=== Dataset content ===

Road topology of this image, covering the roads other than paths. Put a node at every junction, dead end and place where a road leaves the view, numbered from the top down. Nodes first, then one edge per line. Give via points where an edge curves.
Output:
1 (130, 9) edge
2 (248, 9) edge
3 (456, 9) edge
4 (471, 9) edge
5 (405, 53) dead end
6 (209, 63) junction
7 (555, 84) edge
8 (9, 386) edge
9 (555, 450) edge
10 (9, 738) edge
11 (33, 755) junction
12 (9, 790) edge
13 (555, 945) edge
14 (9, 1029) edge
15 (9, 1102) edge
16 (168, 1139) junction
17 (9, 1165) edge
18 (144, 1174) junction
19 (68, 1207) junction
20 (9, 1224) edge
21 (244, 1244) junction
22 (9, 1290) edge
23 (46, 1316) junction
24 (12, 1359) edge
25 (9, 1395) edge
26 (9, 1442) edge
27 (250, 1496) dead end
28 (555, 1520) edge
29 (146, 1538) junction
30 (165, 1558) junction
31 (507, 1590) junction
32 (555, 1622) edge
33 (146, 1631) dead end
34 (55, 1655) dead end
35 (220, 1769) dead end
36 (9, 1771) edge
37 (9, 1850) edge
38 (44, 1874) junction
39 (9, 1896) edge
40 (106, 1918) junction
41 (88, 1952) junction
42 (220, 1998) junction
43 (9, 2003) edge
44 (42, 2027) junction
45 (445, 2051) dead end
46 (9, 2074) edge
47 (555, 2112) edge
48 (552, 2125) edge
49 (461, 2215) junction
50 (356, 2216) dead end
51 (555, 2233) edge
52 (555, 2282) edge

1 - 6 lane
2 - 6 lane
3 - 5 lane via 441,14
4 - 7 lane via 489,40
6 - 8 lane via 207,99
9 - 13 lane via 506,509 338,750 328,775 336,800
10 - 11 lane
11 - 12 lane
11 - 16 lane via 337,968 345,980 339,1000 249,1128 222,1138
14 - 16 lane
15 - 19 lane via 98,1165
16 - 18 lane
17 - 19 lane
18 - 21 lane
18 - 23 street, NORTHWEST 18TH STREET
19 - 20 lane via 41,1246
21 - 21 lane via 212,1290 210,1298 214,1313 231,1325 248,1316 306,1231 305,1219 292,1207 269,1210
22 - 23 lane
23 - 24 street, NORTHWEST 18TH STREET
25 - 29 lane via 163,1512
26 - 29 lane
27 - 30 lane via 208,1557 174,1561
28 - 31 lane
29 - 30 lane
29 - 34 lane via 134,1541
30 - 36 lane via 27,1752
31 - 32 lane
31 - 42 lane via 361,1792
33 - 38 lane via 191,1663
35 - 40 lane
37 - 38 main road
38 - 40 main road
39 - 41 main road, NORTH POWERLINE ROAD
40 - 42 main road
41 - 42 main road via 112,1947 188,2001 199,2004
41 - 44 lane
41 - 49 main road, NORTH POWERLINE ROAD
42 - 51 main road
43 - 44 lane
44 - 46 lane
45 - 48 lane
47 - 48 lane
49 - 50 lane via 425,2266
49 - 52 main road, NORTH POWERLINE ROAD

===

Go over the listing above and return each line with "STREET".

18 - 23 street, NORTHWEST 18TH STREET
23 - 24 street, NORTHWEST 18TH STREET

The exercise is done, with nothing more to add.